EAS 486 Lecture Content for Day 18-19: Needs for Deep Convection
The lecture content included:
Johns, R., and C. W. Doswell, 1992: Severe local storm forecasting. Preprints Symposium on Forecasting. American Meteorological Society, 225-236.
- Synoptic and climatological patterns (besides supercell-generating patterns)
- "Cold Low" (Miller 1972 - Type D)
- Upper-level cold low with large amounts of surface moisture can produce moderate to strong instability near closed low center if in phase with diurnal heating pattern
- Low WBZ height plays a big role
- High Plains - frequent outbreaks in late spring and summer
- Possible in any strong storm situation when moderate to severe instability is present, even if vertical wind shear is weak
- Front Range of Rockies - Most hail occurrence in US
- Get hail accumulation in Denver area about once every 1-2 years
- Strong lift due to upslope producing frequent convection
- Extra instability will produce hail
- Most pronounced to north of surface front (winds turn from downslope in warm sector to upslope) when there is moisture pooling (relatively high dew points) on the cool side of the front.
- Note that 50°F, due to dewpoint lapse rate, is a high dew point in the lee of the Rockies.
- Negative buoyancy produced by evaporational cooling
- Dry air at mid-levels entrained into thunderstorm
- Dry intrusion at 3-6 km above ground where most entrainment occurs
- See "wet microburst" sounding typical of eastern cities
- Evaporation of falling raindrops in sub-cloud layer
- High LCL (frequently in High Plains and lee of Rockies, sub-cloud layer can be 200-400 mb deep)
- See "dry microburst" sounding typical of eastern cities
- Enhanced by small droplet size (easier to evaporate)
- Steep lapse rate
- Downdraft CAPE: As parcels fall, surroundings warm up as fast as possible if lapse rate dry adiabatic
- Drag force produced by falling hydrometeors (precipitation loading)
- Downward transfer of strong flow aloft once the downdraft is established
- Strong wind shear
- Again empirical, since supercells frequently produce both tornado damage and straight-line wind damage
- LEWP (line echo wave pattern) in favorable tornado pattern (crossing LLJ and ULJ)

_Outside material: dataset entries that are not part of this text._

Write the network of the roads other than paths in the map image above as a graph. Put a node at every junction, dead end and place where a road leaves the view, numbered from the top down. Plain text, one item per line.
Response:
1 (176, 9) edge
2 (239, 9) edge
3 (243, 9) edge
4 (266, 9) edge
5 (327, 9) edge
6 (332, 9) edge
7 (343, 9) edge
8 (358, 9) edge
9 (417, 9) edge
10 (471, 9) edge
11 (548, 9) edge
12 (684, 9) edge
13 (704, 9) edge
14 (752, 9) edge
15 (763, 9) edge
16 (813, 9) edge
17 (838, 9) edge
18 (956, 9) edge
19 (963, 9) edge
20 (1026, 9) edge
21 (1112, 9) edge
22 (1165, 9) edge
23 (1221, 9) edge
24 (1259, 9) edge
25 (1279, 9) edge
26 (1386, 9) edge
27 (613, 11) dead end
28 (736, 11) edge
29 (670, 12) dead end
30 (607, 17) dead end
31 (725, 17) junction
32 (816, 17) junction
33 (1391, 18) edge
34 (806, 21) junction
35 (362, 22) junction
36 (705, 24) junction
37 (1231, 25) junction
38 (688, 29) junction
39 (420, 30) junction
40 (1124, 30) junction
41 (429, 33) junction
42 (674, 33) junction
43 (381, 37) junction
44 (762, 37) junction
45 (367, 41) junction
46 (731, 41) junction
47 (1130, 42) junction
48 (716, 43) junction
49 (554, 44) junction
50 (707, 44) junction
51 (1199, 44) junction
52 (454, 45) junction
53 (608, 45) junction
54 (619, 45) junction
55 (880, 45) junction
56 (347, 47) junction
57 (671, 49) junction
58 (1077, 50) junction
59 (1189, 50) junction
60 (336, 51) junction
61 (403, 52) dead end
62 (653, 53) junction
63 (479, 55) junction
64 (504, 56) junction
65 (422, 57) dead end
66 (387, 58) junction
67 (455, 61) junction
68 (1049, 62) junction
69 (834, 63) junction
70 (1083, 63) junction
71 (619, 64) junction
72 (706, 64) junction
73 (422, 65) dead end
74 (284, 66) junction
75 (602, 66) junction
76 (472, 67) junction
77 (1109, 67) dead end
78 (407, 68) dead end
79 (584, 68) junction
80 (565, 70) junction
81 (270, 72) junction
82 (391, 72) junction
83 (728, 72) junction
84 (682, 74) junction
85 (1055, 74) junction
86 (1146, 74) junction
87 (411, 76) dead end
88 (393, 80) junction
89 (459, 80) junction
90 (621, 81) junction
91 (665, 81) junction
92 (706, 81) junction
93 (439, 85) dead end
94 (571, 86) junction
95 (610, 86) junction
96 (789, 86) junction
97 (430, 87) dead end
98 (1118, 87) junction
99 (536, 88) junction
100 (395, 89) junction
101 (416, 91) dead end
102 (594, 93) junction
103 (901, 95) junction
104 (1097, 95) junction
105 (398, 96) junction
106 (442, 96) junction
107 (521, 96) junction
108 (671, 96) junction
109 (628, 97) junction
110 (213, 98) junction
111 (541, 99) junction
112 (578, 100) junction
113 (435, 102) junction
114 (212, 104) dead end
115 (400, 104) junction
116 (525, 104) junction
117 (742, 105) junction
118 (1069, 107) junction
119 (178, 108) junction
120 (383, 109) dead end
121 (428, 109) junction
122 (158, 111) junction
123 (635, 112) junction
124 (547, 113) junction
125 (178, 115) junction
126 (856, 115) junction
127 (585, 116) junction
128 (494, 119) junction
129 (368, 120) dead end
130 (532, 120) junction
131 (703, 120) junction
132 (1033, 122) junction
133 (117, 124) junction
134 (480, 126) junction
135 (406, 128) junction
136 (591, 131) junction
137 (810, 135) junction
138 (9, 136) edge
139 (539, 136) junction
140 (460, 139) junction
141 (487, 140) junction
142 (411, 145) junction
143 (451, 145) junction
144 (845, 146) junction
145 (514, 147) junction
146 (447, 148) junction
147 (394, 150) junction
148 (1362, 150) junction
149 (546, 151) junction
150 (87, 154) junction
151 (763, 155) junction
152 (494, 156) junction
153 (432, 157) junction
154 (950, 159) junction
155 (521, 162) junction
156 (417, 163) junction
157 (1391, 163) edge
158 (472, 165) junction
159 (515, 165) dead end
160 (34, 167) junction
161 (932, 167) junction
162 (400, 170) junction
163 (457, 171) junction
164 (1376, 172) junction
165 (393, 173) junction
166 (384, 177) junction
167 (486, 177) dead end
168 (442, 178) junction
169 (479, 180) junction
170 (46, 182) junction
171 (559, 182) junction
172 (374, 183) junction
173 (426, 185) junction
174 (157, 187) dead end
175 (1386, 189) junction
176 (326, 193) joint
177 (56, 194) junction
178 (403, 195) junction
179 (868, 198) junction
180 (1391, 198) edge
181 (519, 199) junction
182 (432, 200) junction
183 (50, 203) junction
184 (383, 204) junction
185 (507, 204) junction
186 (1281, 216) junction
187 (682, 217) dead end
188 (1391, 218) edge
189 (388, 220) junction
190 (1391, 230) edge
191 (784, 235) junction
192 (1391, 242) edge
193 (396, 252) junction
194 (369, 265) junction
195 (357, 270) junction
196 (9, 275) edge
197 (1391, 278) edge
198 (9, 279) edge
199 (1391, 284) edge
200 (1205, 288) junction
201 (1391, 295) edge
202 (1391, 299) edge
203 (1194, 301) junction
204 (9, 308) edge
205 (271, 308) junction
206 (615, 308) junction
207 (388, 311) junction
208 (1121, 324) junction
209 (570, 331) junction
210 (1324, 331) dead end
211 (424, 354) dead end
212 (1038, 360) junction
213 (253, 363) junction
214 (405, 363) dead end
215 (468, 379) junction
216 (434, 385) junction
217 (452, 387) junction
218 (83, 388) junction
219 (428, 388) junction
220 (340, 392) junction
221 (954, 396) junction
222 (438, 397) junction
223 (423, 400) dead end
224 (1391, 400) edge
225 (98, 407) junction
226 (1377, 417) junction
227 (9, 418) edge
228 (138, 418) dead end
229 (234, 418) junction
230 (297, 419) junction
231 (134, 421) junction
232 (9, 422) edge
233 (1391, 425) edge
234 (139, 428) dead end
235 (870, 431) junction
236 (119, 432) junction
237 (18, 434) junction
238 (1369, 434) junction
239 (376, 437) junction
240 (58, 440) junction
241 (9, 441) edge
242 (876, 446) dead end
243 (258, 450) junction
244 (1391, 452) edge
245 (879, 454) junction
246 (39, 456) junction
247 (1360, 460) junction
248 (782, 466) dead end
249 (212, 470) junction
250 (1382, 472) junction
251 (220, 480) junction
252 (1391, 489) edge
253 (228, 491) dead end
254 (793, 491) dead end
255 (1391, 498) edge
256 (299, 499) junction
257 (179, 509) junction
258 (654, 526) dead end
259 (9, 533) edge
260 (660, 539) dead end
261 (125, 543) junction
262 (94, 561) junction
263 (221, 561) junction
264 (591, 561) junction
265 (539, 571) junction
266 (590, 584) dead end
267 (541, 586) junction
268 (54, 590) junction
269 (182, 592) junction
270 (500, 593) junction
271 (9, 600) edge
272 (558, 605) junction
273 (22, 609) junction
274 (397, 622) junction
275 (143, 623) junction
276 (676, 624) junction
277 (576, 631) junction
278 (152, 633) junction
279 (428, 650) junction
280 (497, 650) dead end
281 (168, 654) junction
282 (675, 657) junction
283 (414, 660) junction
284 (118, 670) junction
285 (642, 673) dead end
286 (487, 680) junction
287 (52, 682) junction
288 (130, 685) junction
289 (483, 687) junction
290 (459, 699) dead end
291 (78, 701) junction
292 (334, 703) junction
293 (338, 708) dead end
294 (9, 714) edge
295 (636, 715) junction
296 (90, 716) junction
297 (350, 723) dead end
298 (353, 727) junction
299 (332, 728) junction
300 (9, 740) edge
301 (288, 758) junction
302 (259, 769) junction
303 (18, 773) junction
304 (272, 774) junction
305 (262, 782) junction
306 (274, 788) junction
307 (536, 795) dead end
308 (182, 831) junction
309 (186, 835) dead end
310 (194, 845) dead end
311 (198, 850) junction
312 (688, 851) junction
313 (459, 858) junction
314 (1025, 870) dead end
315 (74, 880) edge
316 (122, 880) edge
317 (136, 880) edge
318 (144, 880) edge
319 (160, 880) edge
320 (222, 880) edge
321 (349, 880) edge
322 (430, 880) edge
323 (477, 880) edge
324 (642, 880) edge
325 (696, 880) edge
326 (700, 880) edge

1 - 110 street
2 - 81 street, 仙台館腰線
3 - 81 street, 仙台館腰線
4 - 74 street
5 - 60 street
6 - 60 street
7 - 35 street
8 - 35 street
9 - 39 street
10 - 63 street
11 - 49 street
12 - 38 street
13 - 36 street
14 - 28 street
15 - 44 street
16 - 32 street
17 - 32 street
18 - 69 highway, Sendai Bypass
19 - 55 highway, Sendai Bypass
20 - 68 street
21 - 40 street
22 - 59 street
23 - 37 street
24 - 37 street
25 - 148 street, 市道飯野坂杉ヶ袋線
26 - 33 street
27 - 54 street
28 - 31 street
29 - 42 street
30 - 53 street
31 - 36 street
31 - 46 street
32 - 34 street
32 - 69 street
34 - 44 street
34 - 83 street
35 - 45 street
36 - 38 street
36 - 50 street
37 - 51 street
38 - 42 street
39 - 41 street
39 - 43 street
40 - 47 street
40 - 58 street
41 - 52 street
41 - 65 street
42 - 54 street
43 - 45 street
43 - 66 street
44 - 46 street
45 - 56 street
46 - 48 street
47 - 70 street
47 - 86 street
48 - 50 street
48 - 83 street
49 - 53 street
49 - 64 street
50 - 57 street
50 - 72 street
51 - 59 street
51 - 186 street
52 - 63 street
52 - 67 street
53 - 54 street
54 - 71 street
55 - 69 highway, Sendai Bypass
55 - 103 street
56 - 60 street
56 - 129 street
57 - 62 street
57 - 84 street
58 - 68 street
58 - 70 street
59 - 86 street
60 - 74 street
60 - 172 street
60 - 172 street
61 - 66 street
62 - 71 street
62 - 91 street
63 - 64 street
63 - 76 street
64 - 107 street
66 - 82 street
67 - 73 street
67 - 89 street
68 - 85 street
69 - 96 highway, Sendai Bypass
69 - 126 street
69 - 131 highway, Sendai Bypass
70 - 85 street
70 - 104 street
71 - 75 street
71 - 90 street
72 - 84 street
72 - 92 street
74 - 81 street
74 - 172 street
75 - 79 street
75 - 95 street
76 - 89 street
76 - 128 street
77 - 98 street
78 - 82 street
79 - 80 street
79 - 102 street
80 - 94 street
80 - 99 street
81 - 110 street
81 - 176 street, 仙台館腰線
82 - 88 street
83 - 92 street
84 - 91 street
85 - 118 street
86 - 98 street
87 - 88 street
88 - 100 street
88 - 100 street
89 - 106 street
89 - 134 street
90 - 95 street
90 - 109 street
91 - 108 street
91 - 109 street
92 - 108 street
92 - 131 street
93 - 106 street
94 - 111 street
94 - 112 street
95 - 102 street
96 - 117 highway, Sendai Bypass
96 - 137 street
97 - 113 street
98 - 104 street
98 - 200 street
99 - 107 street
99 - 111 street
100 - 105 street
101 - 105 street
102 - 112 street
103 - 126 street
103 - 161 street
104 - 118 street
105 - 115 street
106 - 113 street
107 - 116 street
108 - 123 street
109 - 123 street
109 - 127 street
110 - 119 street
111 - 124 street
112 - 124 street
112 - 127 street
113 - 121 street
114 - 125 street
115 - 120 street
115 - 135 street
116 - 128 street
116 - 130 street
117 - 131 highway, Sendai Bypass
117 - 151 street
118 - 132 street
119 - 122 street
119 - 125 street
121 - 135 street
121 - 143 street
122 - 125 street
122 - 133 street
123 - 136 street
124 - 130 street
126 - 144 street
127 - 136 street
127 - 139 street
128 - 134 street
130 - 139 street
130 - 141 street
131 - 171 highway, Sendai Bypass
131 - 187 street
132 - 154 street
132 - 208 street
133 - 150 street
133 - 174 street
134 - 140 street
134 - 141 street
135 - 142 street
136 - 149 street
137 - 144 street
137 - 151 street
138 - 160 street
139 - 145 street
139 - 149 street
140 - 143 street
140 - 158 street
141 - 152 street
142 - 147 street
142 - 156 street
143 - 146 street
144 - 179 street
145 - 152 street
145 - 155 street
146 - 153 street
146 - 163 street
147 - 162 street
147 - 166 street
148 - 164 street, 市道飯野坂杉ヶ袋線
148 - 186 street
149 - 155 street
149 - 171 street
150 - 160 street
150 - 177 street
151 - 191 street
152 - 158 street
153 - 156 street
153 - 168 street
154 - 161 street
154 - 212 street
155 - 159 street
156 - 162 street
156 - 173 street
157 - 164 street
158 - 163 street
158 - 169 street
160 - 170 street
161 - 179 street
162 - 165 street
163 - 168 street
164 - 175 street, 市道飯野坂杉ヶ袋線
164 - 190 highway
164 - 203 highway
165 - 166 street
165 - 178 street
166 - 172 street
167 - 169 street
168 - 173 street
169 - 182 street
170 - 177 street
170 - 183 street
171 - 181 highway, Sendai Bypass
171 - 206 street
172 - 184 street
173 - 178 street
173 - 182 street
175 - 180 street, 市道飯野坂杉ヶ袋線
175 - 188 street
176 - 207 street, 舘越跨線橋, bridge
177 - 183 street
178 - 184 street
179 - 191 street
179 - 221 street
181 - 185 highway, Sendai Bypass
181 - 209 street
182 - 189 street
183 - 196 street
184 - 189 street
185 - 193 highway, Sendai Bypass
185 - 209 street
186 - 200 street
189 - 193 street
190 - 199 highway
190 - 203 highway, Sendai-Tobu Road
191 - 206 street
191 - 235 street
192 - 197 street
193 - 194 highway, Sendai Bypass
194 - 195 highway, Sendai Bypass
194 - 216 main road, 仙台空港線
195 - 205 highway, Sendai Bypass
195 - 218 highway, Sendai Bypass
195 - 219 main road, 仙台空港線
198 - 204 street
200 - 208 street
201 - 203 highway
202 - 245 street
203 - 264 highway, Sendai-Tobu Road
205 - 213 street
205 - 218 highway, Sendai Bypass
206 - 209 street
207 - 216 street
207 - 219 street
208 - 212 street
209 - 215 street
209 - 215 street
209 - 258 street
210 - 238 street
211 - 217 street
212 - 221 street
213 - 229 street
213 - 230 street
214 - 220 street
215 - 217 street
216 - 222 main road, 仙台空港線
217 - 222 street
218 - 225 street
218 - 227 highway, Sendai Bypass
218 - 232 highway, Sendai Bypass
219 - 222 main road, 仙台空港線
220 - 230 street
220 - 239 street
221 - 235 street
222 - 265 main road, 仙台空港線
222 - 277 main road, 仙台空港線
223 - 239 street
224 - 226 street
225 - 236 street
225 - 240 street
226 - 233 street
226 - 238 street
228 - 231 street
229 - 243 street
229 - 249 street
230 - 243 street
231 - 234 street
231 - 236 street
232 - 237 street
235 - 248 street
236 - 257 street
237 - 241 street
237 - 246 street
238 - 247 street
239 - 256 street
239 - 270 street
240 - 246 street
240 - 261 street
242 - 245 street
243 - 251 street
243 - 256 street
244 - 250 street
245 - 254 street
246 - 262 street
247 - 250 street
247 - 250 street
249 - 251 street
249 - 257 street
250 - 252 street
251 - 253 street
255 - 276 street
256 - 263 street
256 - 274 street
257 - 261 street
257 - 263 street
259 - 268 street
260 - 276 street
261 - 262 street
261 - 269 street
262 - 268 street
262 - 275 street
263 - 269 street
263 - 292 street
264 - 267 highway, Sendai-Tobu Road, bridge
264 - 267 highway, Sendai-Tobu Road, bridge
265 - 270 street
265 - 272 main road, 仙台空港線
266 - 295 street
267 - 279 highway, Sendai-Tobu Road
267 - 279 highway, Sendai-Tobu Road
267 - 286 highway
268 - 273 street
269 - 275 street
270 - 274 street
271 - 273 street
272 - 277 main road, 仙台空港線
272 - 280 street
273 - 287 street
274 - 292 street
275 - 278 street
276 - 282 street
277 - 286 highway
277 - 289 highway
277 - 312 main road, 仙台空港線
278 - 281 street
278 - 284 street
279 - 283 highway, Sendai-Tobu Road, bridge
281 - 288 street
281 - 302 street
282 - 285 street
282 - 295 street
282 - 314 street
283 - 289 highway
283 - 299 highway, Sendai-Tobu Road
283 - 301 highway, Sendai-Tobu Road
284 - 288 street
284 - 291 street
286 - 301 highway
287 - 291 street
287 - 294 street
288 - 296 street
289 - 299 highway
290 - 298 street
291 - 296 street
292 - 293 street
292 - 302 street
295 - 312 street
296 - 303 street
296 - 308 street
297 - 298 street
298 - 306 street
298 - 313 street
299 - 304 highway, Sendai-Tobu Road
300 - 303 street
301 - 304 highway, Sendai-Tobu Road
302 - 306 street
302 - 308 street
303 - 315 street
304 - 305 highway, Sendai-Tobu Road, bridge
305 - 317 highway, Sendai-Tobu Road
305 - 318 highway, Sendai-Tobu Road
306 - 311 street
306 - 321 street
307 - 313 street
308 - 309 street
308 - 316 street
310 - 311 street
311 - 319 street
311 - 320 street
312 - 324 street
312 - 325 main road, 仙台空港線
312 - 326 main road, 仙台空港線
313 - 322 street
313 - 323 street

- Portions of supercells will bend outward, but not really a bow echo pattern
- Downburst
- Production of straight-line wind damage reaching severe weather criteria
- Aerial surveys by Fujita and Wakimoto, among others, noted difference between tornado damage and straight line wind damage
- When not associated with supercells, frequently produced by multicellular squall lines
- "Classic bow echo"
- Bowing caused by mid-level, dry jet eroding echo
- See Case D from Weisman and Klemp model
- Structure (from 1982 PRE-STORM)
- Front-to-rear jet carries updraft air to back of storm
- Updraft begins to rise in front of storm at or near roll or shelf cloud
- Rear-to-front dry air fuels downdraft as air entrains into storm
- Result is evaporation of much of the rain in the back of the cluster
- Tend to get worst weather at front of the storm, unlike supercell
- After gust front passes, damaging wind, followed by heaviest rain and hail, then rainfall rate slowly eases after strongest lead echoes pass
- Possibility of gustnado (tornado along gust front: more on non-supercell tornadoes later)
- Derecho (day-RAY-cho)
- Defined by Johns and Hirt (WAF, March 1987)
- From Spanish meaning "straight"
- Long-lived series of straight-line damaging wind reports
- Progressive pattern shows extremely high instability and capped warm-sector
- Relatively little wind shear
- LLJ focused at surface front
- Most unstable low-level air has to "underrun" (Farrell and Carlson 1989 MWR) warm, mid-level air to find where cooler upper-level conditions
- Accomplished to north of surface front where warm-air advection can produce last bit of lift necessary to overcome weak CIN
- Frequently start in afternoon and retain intensity overnight
- Inflow air sufficiently unstable without daylight (Surface Td's in 70's F or higher)
- LLJ increases and veers overnight (follows movement of storm during the night)
- Example: 1 July 1997 - derecho starting in Monticello and Big Lake with damage all the way to Michigan
- Can be triggered late night
- Example: 4 July 1999 BWCA blowdown event began at 12Z with 90 MPH winds at KFAR and damage equivalent to 120 MPH winds in Bemidji. Storm hit BWCA during midday
- LLJ not coupled to upper-level jet (little if any forcing in middle levels)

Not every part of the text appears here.